KWTX
- Waco, Texas; United States;
- Broadcast area: Waco metropolitan area
- Frequency: 1230 kHz
- Branding: News/Talk 1230

Programming
- Format: Conservative talk
- Network: Fox News Radio
- Affiliations: Premiere Networks Compass Media Networks

Ownership
- Owner: iHeartMedia; (iHM Licenses, LLC);
- Sister stations: KBGO, KBRQ, KIIZ-FM, KLFX, KWTX-FM, WACO-FM

History
- First air date: May 1, 1946
- Call sign meaning: Waco, Texas

Technical information
- Licensing authority: FCC
- Facility ID: 33057
- Class: C
- Power: 1,000 watts (unlimited)
- Transmitter coordinates: 31°31′42.00″N 97°7′14.00″W﻿ / ﻿31.5283333°N 97.1205556°W

Links
- Public license information: Public file; LMS;
- Webcast: Listen live (via iHeartRadio)
- Website: newstalk1230.iheart.com

= KWTX (AM) =

KWTX (1230 AM) is a commercial radio station licensed to Waco, Texas, United States, serving the Waco metropolitan area. Owned by iHeartMedia, the station carries a conservative talk format consisting largely of nationally syndicated programs. Studios are located on Texas Highway 6 in Waco, while the transmitter is sited at Primrose Drive and South 18th Street, south of Baylor University in Waco.

==History==
KWTX first signed on the air on May 1, 1946, as the second radio station in Waco, and originally broadcast with 250 watts. KWTX was a network affiliate of the Mutual Broadcasting System.

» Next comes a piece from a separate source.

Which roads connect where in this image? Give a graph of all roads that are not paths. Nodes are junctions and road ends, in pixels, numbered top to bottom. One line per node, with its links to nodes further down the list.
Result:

In 1955, it added a television station, Channel 10 KWTX-TV. In 1970, it signed on an FM radio station, KWTX-FM 97.5 MHz. Through the 1970s and 80s, KWTX 1230 aired a full service radio format, including middle of the road (MOR) music, news and sports. On March 2, 1981, KWTX switched to a Country format. On Feb. 27, 1987, KWTX began carrying Satellite Music Network's adult standards format full-time.

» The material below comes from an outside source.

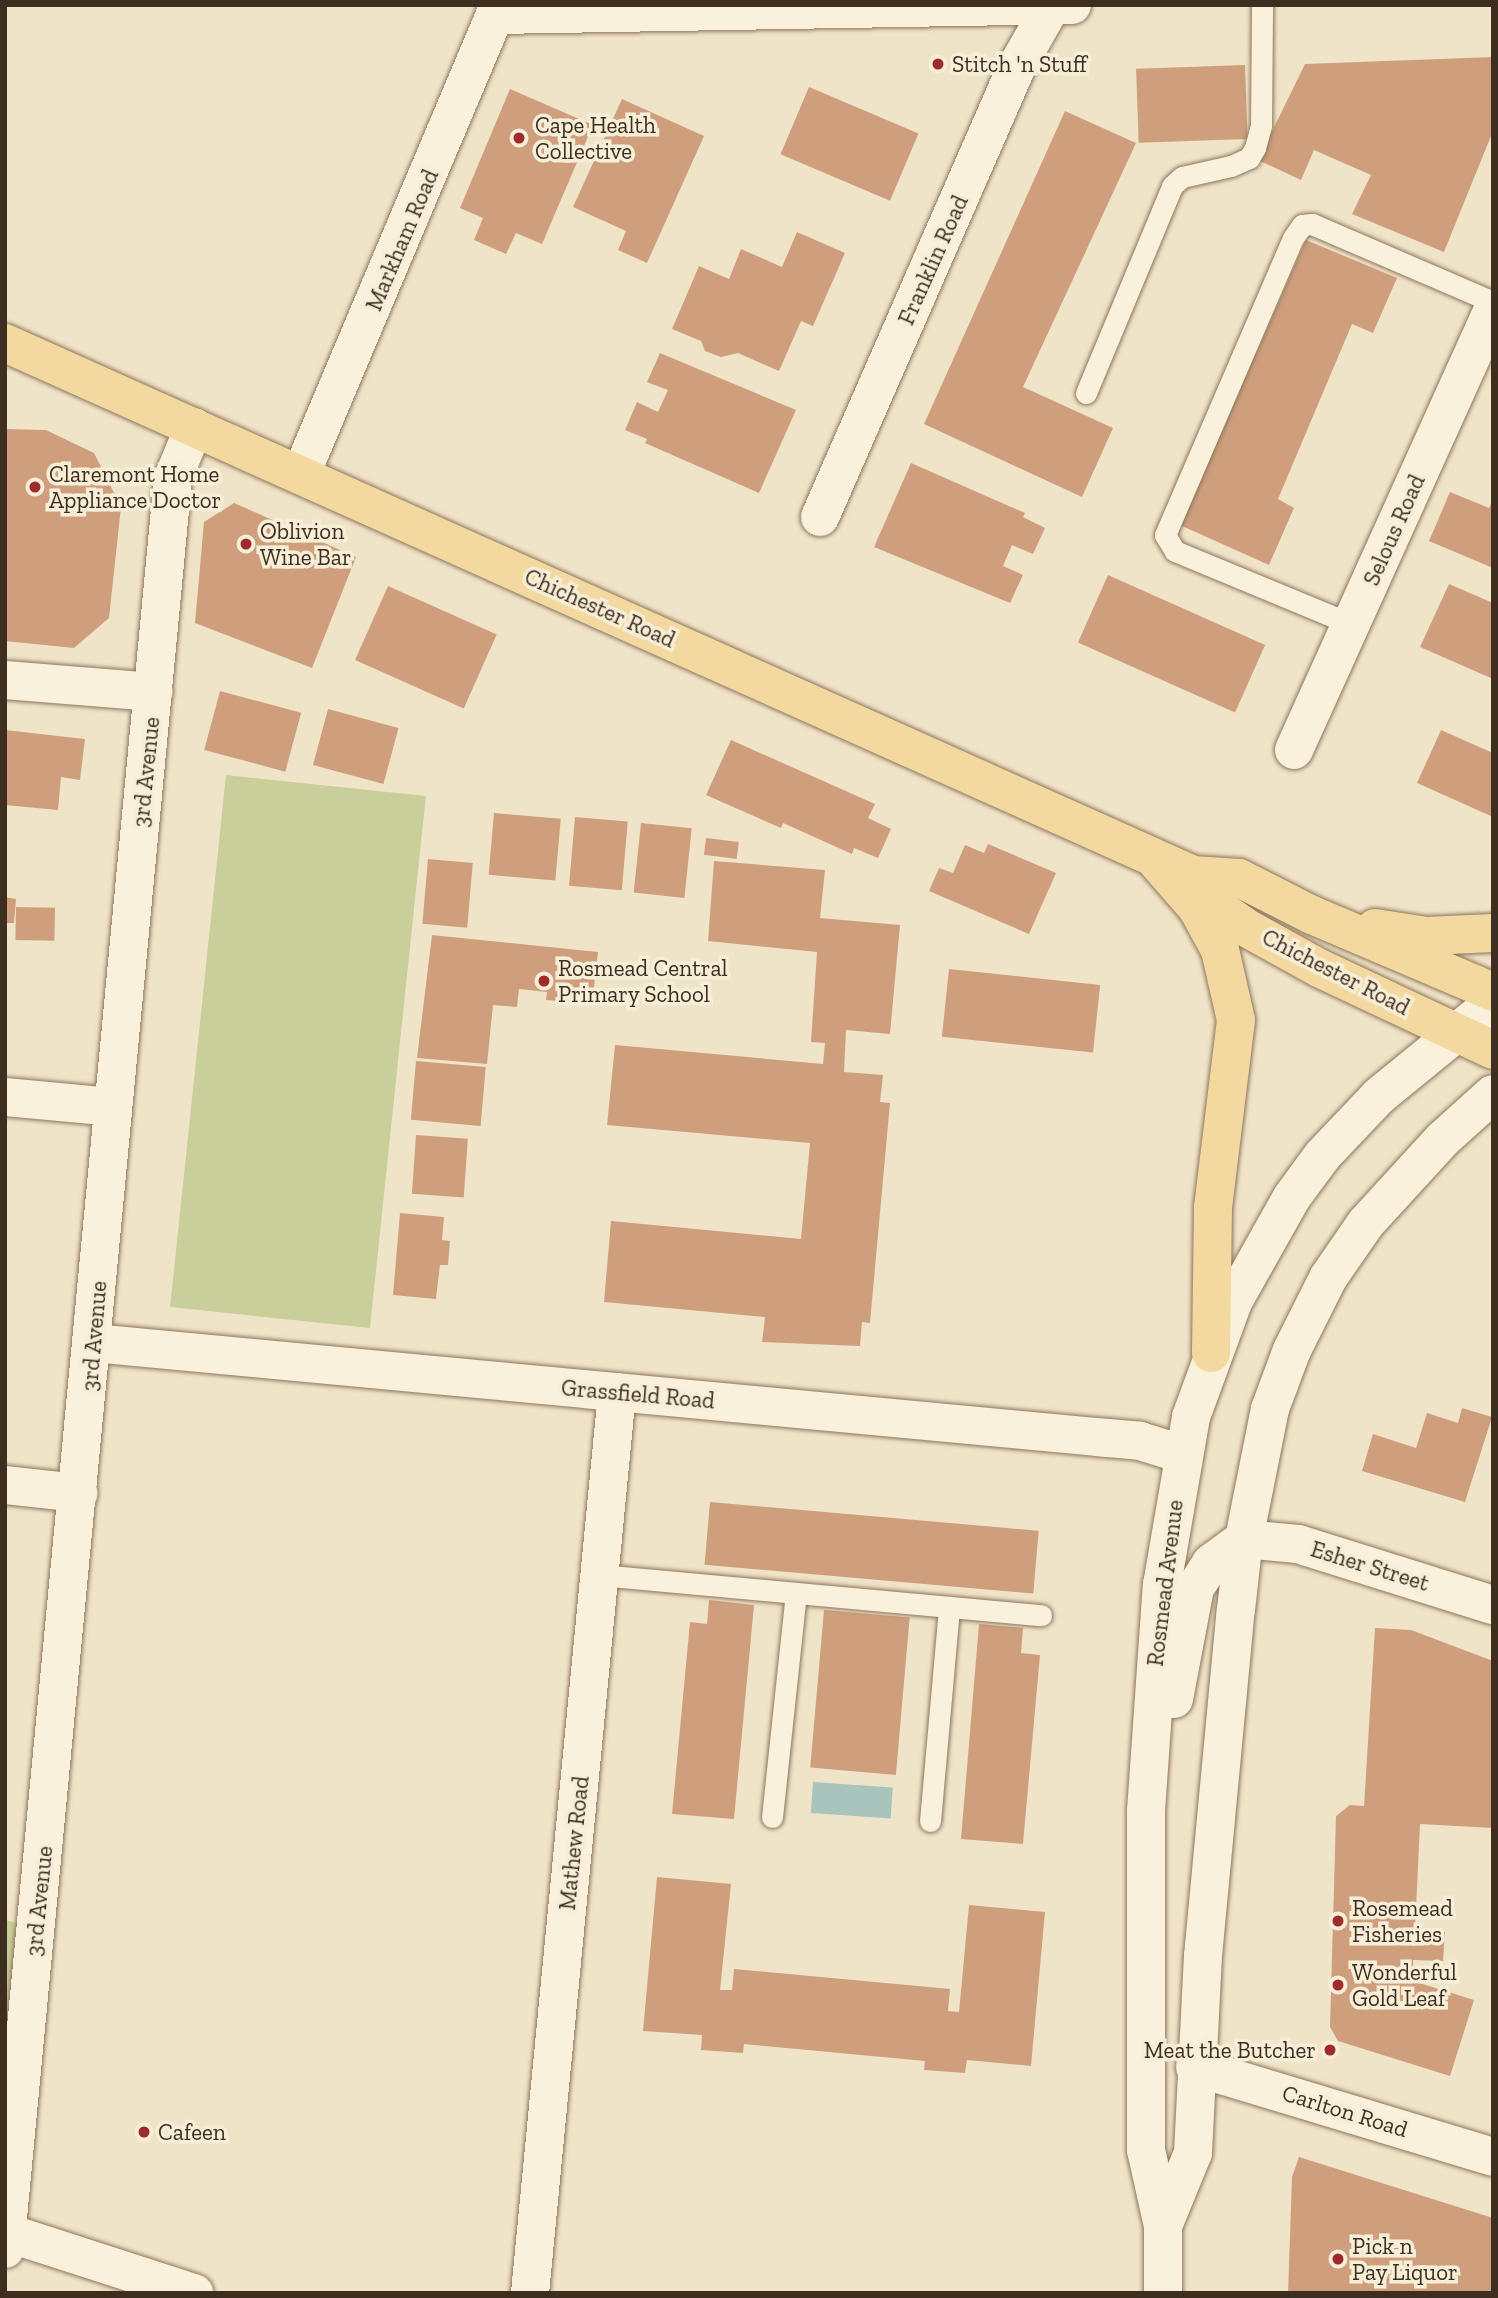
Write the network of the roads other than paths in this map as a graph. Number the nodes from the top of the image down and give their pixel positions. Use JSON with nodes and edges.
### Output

On August 10, 1998, KWTX changed its format to children's radio, featuring programming from Radio Disney. The Disney format lasted nearly three years.

In June 2000, the station was acquired by Capstar, a forerunner to current owner iHeartMedia. On July 15, 2001, KWTX dropped Radio Disney and switched formats back to talk radio, with hourly news supplied by ABC News Radio. In 2005, the network was changed to Fox News Radio.